The Mayo Clinic National Institutes of Health reports the discovery of a genetic mutation in 27 people from three families who all had “cold urticaria” mixed with other immune system abnormalities and disorders, USA Today reports.
What’s it like? Here’s the description of Grant Schlager, 12, of Jackson, Minnesota:
So that means he can’t play in the cold for hours, the way many Minnesota kids do. “After 15 minutes, my dad or mom will check me to see if I have any bumps,” the fifth-grader says. If he is breaking out or feeling itchy, he has to go inside for a while. Swimming in cold water is risky, and so is drinking an icy soda. Just to be safe, he takes a twice-daily antihistamine and stays close to an EpiPen (a dose of epinephrine) — the same stuff kids with peanut and bee-sting allergies need to inject if they have a life-threatening reaction.
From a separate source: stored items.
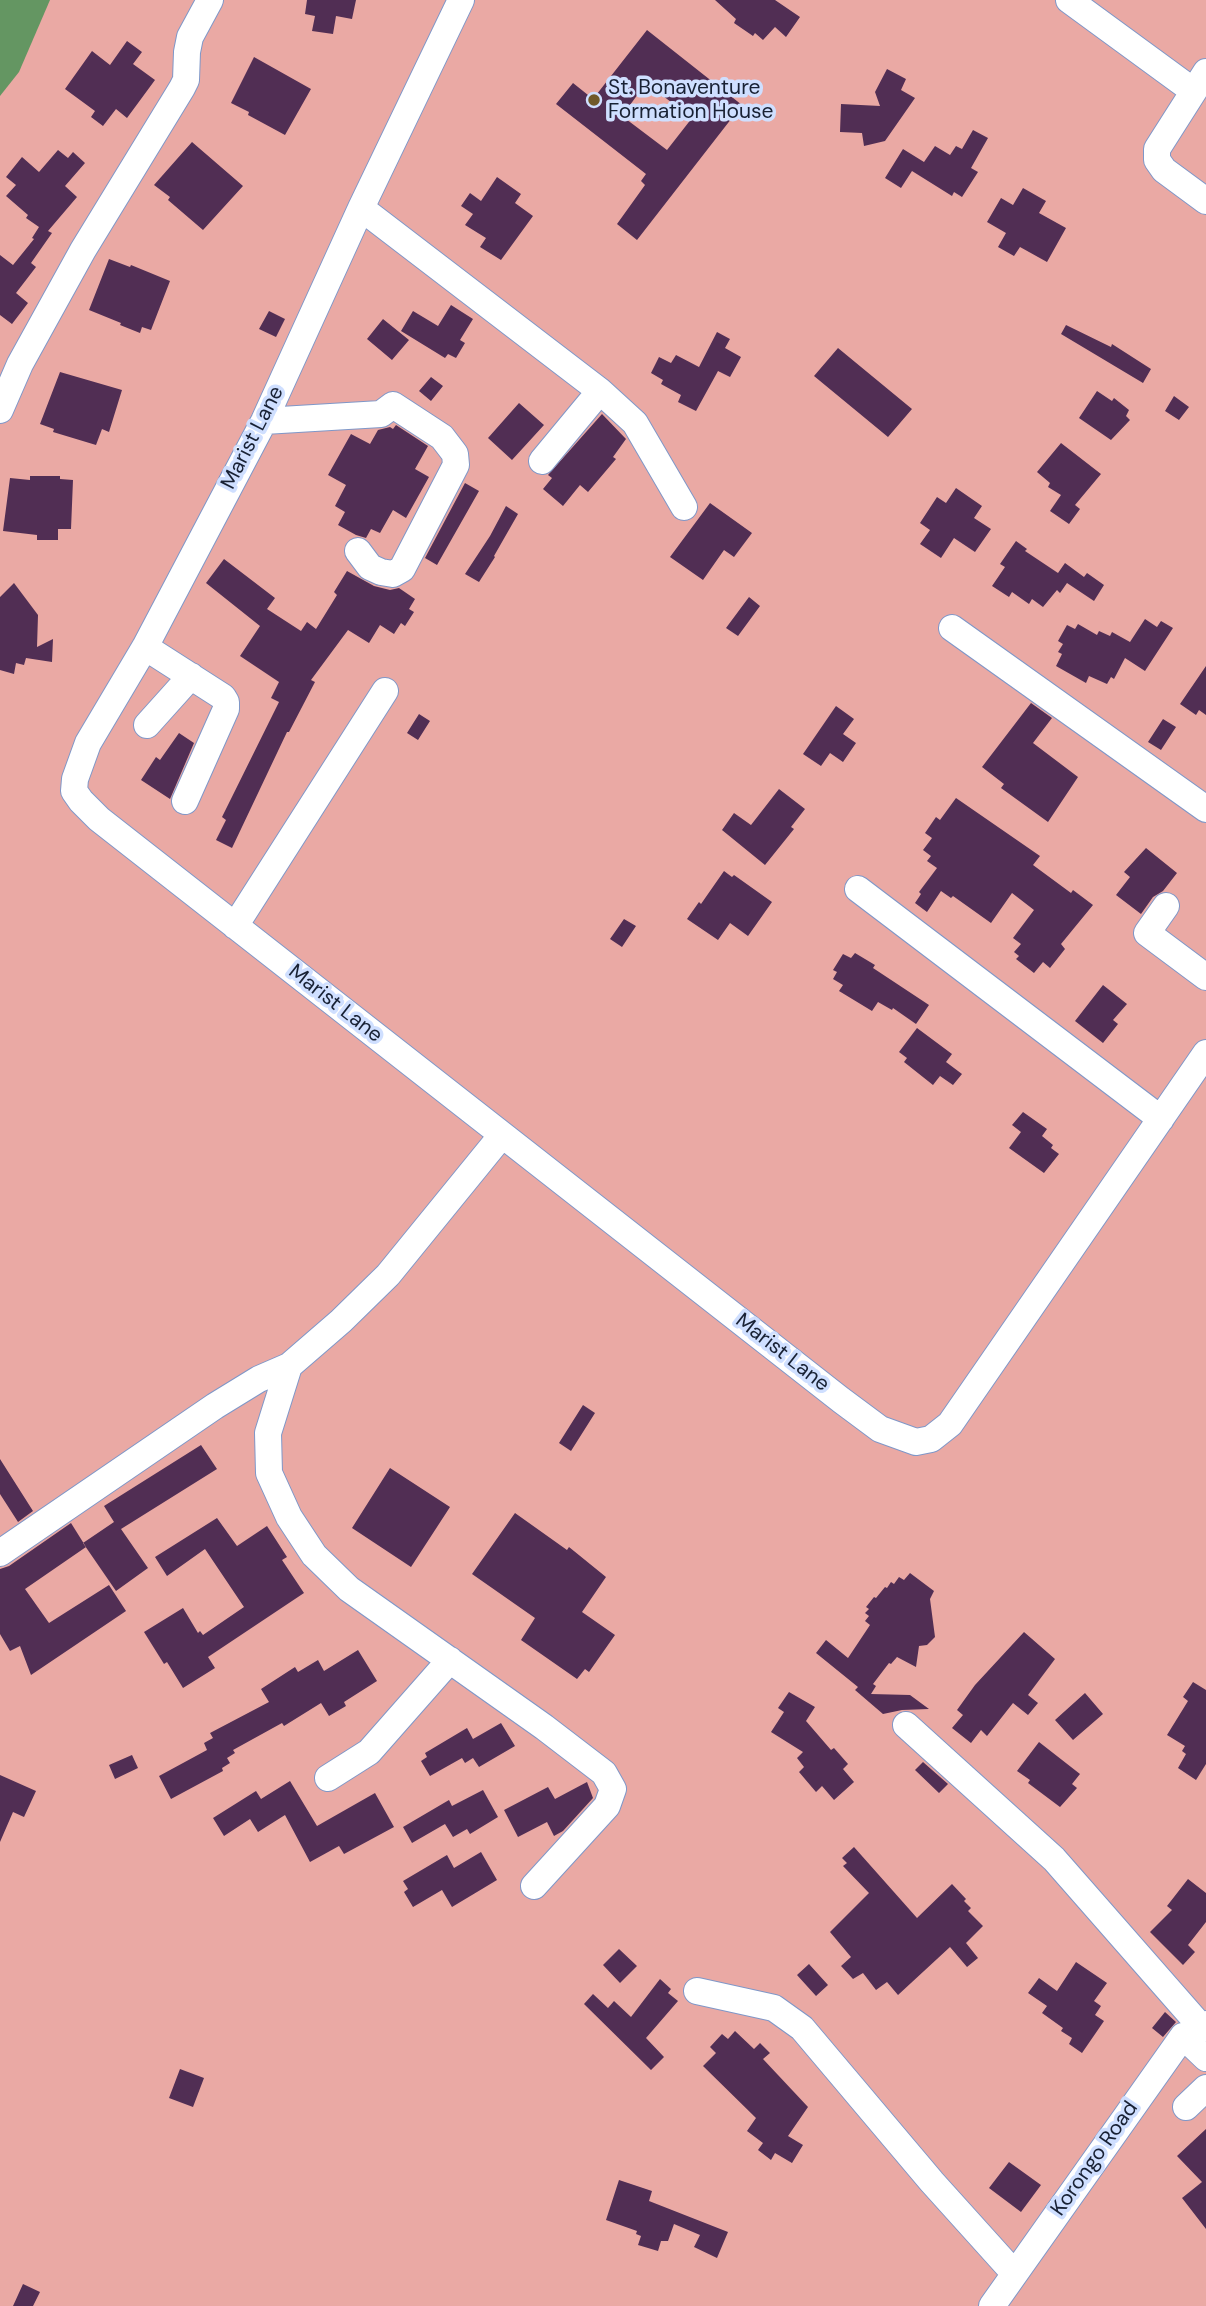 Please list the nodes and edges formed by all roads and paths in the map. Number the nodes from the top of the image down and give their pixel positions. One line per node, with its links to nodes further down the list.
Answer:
1 (209, 0): 8 (street)
2 (461, 0): 6 (street, Marist Lane)
3 (1069, 0): 4 (street)
4 (1199, 81): 5 (street)
5 (1206, 201)
6 (361, 208): 7 (street); 9 (street, Marist Lane)
7 (600, 391): 10 (street); 11 (street)
8 (0, 410)
9 (264, 421): 12 (street); 14 (street, Marist Lane)
10 (542, 461)
11 (684, 507)
12 (358, 551)
13 (952, 628): 19 (street)
14 (145, 647): 15 (street); 22 (street, Marist Lane)
15 (191, 676): 17 (street); 18 (street)
16 (385, 691): 22 (street)
17 (147, 724)
18 (185, 801)
19 (1206, 809)
20 (858, 890): 25 (street)
21 (1166, 906): 23 (street)
22 (235, 926): 26 (street, Marist Lane)
23 (1206, 977)
24 (1206, 1053): 25 (street, Marist Lane)
25 (1161, 1119): 26 (street, Marist Lane)
26 (502, 1135): 27 (street)
27 (289, 1366): 28 (street); 29 (street)
28 (0, 1553)
29 (450, 1660): 31 (street); 32 (street)
30 (906, 1725): 34 (street)
31 (328, 1778)
32 (534, 1886)
33 (697, 1991): 38 (street)
34 (1197, 2030): 35 (street); 38 (street, Korongo Road)
35 (1206, 2058)
36 (1206, 2088): 37 (street)
37 (1186, 2107)
38 (1014, 2273): 39 (street, Korongo Road)
39 (992, 2306) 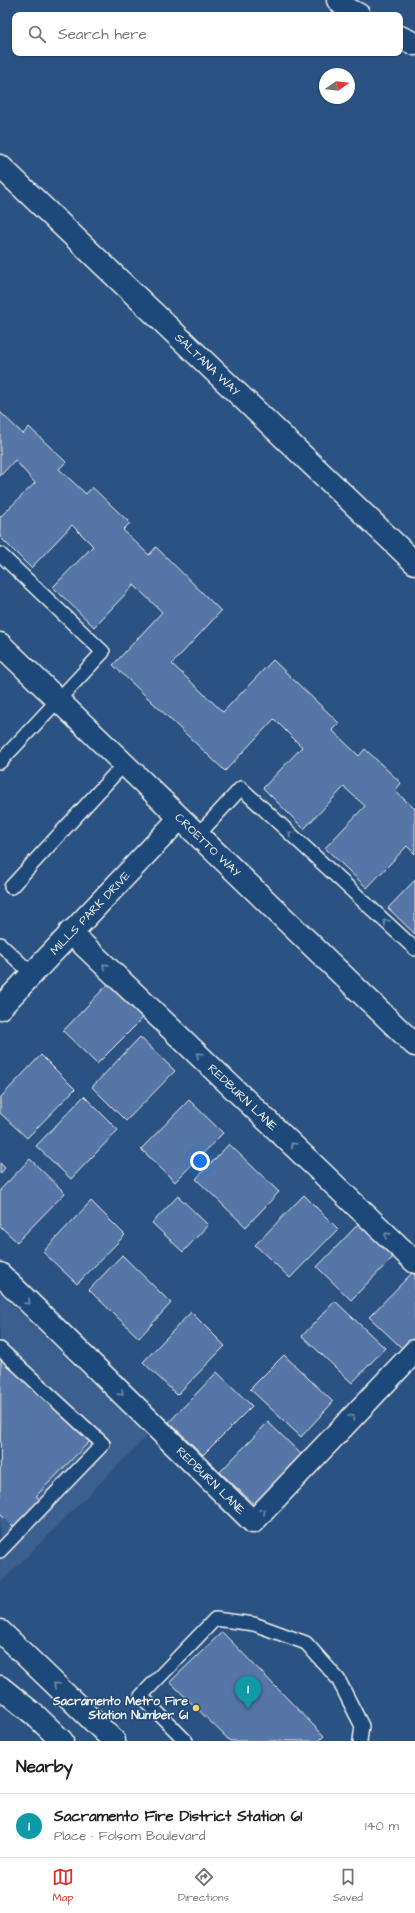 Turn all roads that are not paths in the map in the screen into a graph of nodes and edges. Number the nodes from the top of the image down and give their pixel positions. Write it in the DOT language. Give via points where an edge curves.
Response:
graph roads {
  1 [pos="338,0"];
  2 [pos="353,12"];
  3 [pos="403,38"];
  4 [pos="415,44"];
  5 [pos="0,166"];
  6 [pos="0,554"];
  7 [pos="415,563"];
  8 [pos="0,644"];
  9 [pos="58,700"];
  10 [pos="0,762"];
  11 [pos="124,764"];
  12 [pos="180,818"];
  13 [pos="198,835"];
  14 [pos="11,887"];
  15 [pos="70,932"];
  16 [pos="0,944"];
  17 [pos="415,948"];
  18 [pos="32,974"];
  19 [pos="0,1008"];
  20 [pos="415,1045"];
  21 [pos="415,1262"];
  22 [pos="0,1274"];
  23 [pos="0,1349"];
  24 [pos="415,1351"];
  25 [pos="0,1551"];
  26 [pos="0,1631"];
  27 [pos="0,1687"];
  28 [pos="62,1741"];
  29 [pos="114,1741"];
  30 [pos="186,1741"];
  31 [pos="360,1741"];
  1 -- 2 [label="street"];
  3 -- 4 [label="street"];
  5 -- 7 [label="street, SALTANA WAY"];
  6 -- 9 [label="lane" via="103,652"];
  8 -- 9 [label="street, CROETTO WAY"];
  9 -- 10 [label="lane"];
  9 -- 11 [label="street, CROETTO WAY"];
  11 -- 12 [label="street, CROETTO WAY"];
  11 -- 14 [label="lane"];
  12 -- 13 [label="street, CROETTO WAY"];
  12 -- 15 [label="street, MILLS PARK DRIVE"];
  17 -- 13 [label="lane, one-way" via="241,788"];
  13 -- 20 [label="street, CROETTO WAY"];
  15 -- 18 [label="street, MILLS PARK DRIVE"];
  21 -- 15 [label="street, REDBURN LANE, one-way"];
  16 -- 18 [label="lane"];
  18 -- 19 [label="street, MILLS PARK DRIVE"];
  22 -- 24 [label="street, REDBURN LANE, one-way" via="253,1522"];
  23 -- 25 [label="lane" via="103,1444"];
  29 -- 26 [label="street, one-way"];
  27 -- 28 [label="street"];
  30 -- 31 [label="lane" via="141,1696 215,1619 254,1624 306,1643 338,1679 362,1726"];
}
What’s additionally fascinating about the story is the number of people who have come forward — in this case in the comments attached to the USA Today article — to say, “me too.”
I went through this exact experience in 8th grade. It came out of nowhere on a windy day in Chicago. All through high school no one believed me that I was allergic to body temperature change. I finally found a medication balance that works for me (Singular & Zrytec). It still comes every now and then, but it’s more manageable than before. I hope your daughter has found a balance! It’s an annoying condition that you just have to learn to adapt to.
The CBC this week carried more on allergies to cold, interviewing a woman in Manitoba whose daughter got hives whenever her skin touched snow. Listen to the interview.
“Why do you live here,” the CBC host asked.
“We’ve lived here all of our lives,” she said.